24. Comment: A commenter requested that the proposed amendments to
section 228.104 be expanded to provide for waivers, exceptions, or
modifications of lease stipulations to recognize North Dakota section
line rights of way (NDCC 24-07-03) on lands acquired by the United
States obtained by deed through purchase or gift, or through
condemnation proceedings after North Dakota statehood in 1889.
Agency Response: Development of stipulations during the leasing
analysis will conform with the legal obligations of the United States,
but state specific matters such as the one raised by the comment are
best addressed on a case-by-case basis rather than through these
nationwide regulations.
25. Comment: A commenter stated the change to only notify the BLM
of the Forest Service decision, and not the operator, would limit
Forest Service decision making.
Agency Response: Section 228.104(a)(2) clarifies that where the
request involves stipulations included in the lease as prescribed by
the Forest Service, the BLM must obtain approval from the Forest
Service before granting a request for a waiver, exception, or
modification. An operator is directed to submit its request to the BLM
under 43 CFR part 3170, subpart 3171.24, and the BLM is the final
decision maker on the request. The notification to the operator by only
the BLM promotes efficiency and does not change Forest Service
evaluation of the request or limit its decision-making authority.
Section 228.105 Responsibilities of Operators
26. Comment: Consider changing ``required'' to ``approved'' so that
it reads ``. . . as approved by the authorized Forest Service
officer.'' Based on ``Superfund'' litigation relative to phosphate
mining in Idaho where the Forest Service required specific reclamation
. . . which resulted in a Comprehensive Environmental Response,
Compensation, and Liability Act (Superfund) action . . . it was argued
that the Forest Service was liable since they ``required'' the specific
reclamation causing the problem. The operator should propose
reclamation which would be approved by the Forest Service and thereby
limiting potential taxpayer liability.
Agency Response: The clause in section 228.105(a)(1)(vii) ``. . .
as required by the authorized Forest Service officer'' appears to be
unnecessary and it has been removed from the final rule.
27. Comment: A commenter takes exception to section 228.104(c)
which states that the operator must allow Forest Service employees
access, for inspection purposes stating that if the Forest Service
employee is not certified (Forest Service Manual 2893) and/or does not
have proper equipment, the operator may deny access to meet their
``safety obligation'' as referenced in 228.105(e). The commenter
references Occupational Safety and Health Administration requiring
personnel on location to wear flame-resistant clothing at specified
times and references National Forest System Deputy Chief's letter dated
November 15, 2010.
Agency Response: The Department partially agrees. After
consideration, the text has been modified to specify that an operator
must allow access to ``authorized'' Forest Service personnel and has
removed the restriction that access is only related to inspection
purposes. Forest Service personnel may need to be on location for other
purposes such as planning new operations. While operators cannot
ultimately deny access to authorized Forest Service personnel,
conditions that provide for human health and safety should be in place.

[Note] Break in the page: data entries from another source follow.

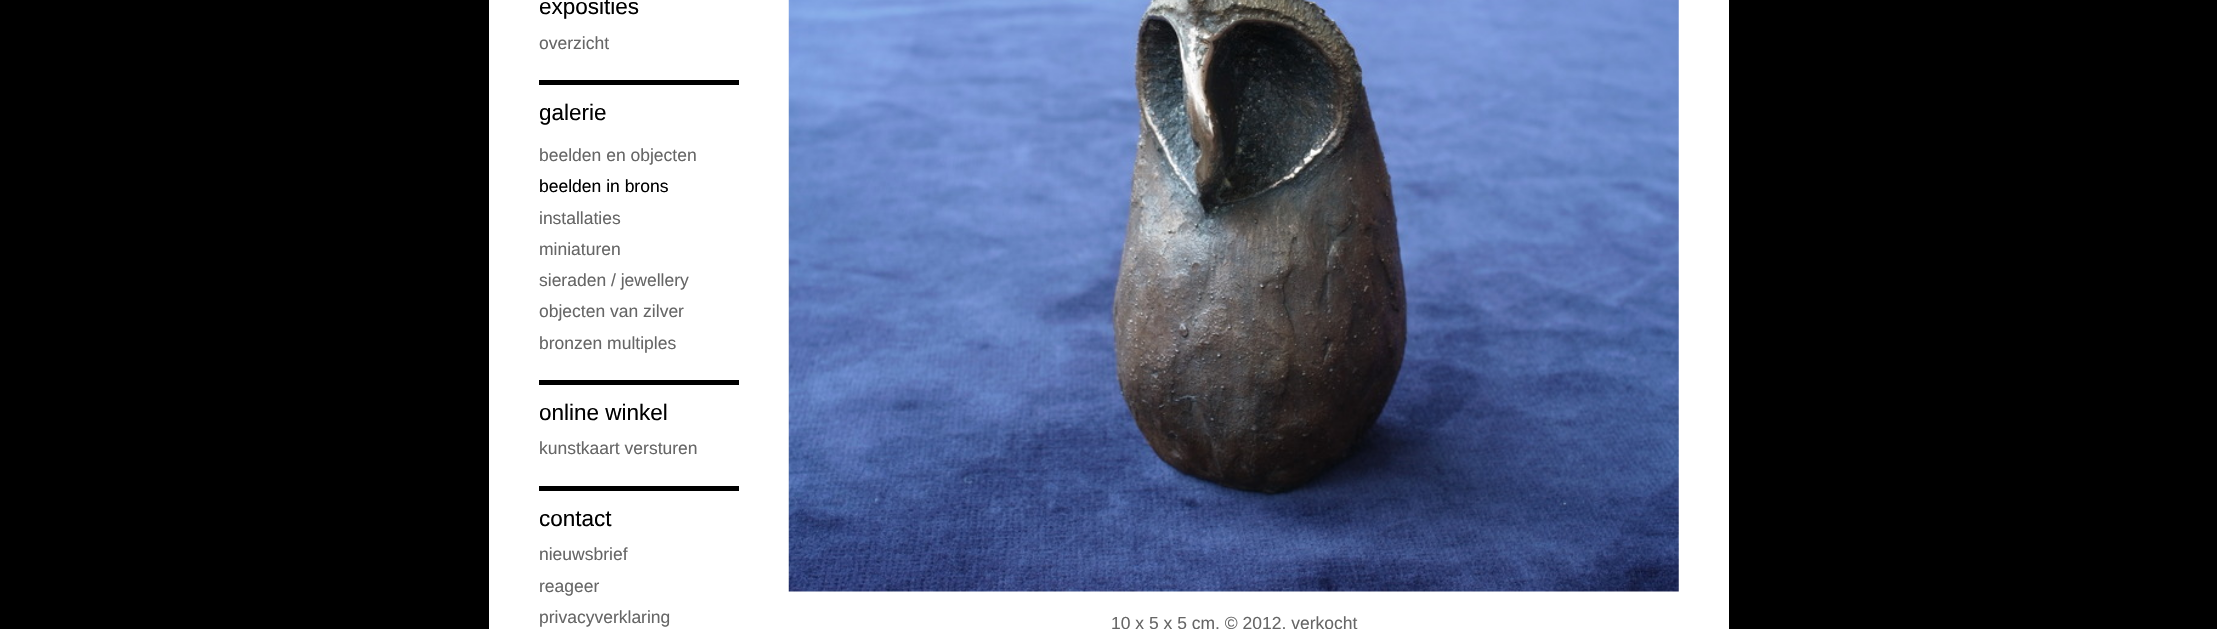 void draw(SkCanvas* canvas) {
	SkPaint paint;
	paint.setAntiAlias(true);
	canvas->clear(0xff000000);
	paint.setColor(0xffffffff);
	canvas->drawRect(SkRect::MakeXYWH(489, 0, 1240, 629), paint);
	SkFont f1(fontMgr->matchFamilyStyle("Liberation Sans", SkFontStyle::Normal()), 22.5);
	f1.setSubpixel(true);
	paint.setColor(0xff000000);
	canvas->drawString("exposities", 539, 14, f1, paint);
	SkFont f2(fontMgr->matchFamilyStyle("Liberation Sans", SkFontStyle::Normal()), 17.5);
	f2.setSubpixel(true);
	paint.setColor(0xff666666);
	canvas->drawString("overzicht", 539, 49, f2, paint);
	paint.setColor(0xff000000);
	canvas->drawRect(SkRect::MakeXYWH(539, 80, 200, 5), paint);
	canvas->drawString("galerie", 539, 120, f1, paint);
	paint.setColor(0xff666666);
	canvas->drawString("beelden en objecten", 539, 161, f2, paint);
	paint.setColor(0xff000000);
	canvas->drawString("beelden in brons", 539, 192, f2, paint);
	paint.setColor(0xff666666);
	canvas->drawString("installaties", 539, 224, f2, paint);
	canvas->drawString("miniaturen", 539, 255, f2, paint);
	canvas->drawString("sieraden / jewellery", 539, 286, f2, paint);
	canvas->drawString("objecten van zilver", 539, 317, f2, paint);
	canvas->drawString("bronzen multiples", 539, 349, f2, paint);
	paint.setColor(0xff000000);
	canvas->drawRect(SkRect::MakeXYWH(539, 380, 200, 5), paint);
	canvas->drawString("online winkel", 539, 420, f1, paint);
	paint.setColor(0xff666666);
	canvas->drawString("kunstkaart versturen", 539, 454, f2, paint);
	paint.setColor(0xff000000);
	canvas->drawRect(SkRect::MakeXYWH(539, 486, 200, 5), paint);
	canvas->drawString("contact", 539, 526, f1, paint);
	paint.setColor(0xff666666);
	canvas->drawString("nieuwsbrief", 539, 560, f2, paint);
	canvas->drawString("reageer", 539, 592, f2, paint);
	canvas->drawString("privacyverklaring", 539, 623, f2, paint);
	canvas->drawImageRect(SkImages::DeferredFromEncodedData(SkData::MakeFromFileName("img1.png")), SkRect::MakeXYWH(788, 0, 891, 592), SkSamplingOptions());
	canvas->drawString("10 x 5 x 5 cm, © 2012, verkocht", 1111, 629, f2, paint);
}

28. Comment: Another commenter noted that there is no mention of or
reference to potential investigations by other enforcement entities
including State law enforcement officers or staff being permitted
access. This limitation could impede the State's ability to investigate
reports or clarify questions concerning wildlife or habitat related
issues.
Agency Response: If access by State agencies is required under
their own or other authorities, then it is not necessary to include
language to that effect in this regulation. The Forest Service is
committed to cooperating with State agencies to ensure that operations
are conducted in compliance
[[Page 3653]]
with all Federal, State, and local laws and regulations.
29. Comment: One comment noted language indicating that the
operator will ``reshape and revegetate areas disturbed by their
operations'' is not clear what area that constitutes. It appears that
the paragraph leaves that decision up to the operator. If the intent is
that this refers to the surface use plan of operation, the regulations
should so state; if not, then the area(s) should be defined.
Agency Response: After considering the comment, that language in
the final rule remains the same as the proposed rule. This accounts for
both approved and unapproved disturbance (such as spills that move off
a surface use plan of operation's approved area of disturbance).
30. Comment: A commenter recommends this section be further
clarified by adding language that directs the operator to conduct
activities (or develop best management practices) in a manner that
avoids and minimizes effects to all wildlife, regardless of
designation. Actions such as identifying opportunities to minimize
potential wildlife/vehicle collisions, presence of wildlife on sites
due to water or lighting are examples which would also improve site
safety for operators and their employees. Further, since Forest Service
lands are designated for multiple use, the commenter further recommends
language or practices that avoid and/or minimize impacts on public
recreation (or access to), namely wildlife related recreation (such as
hunting, angling and wildlife watching) as a result of the activities.
Agency Response: The Forest Service prefers language that is
inclusive of all natural and cultural resources rather than calling out
specific ones, such as wildlife. The words ``conflicts with other land
uses'' has been added to clarify that the Forest Service considers
these effects on land management as well as environmental impacts.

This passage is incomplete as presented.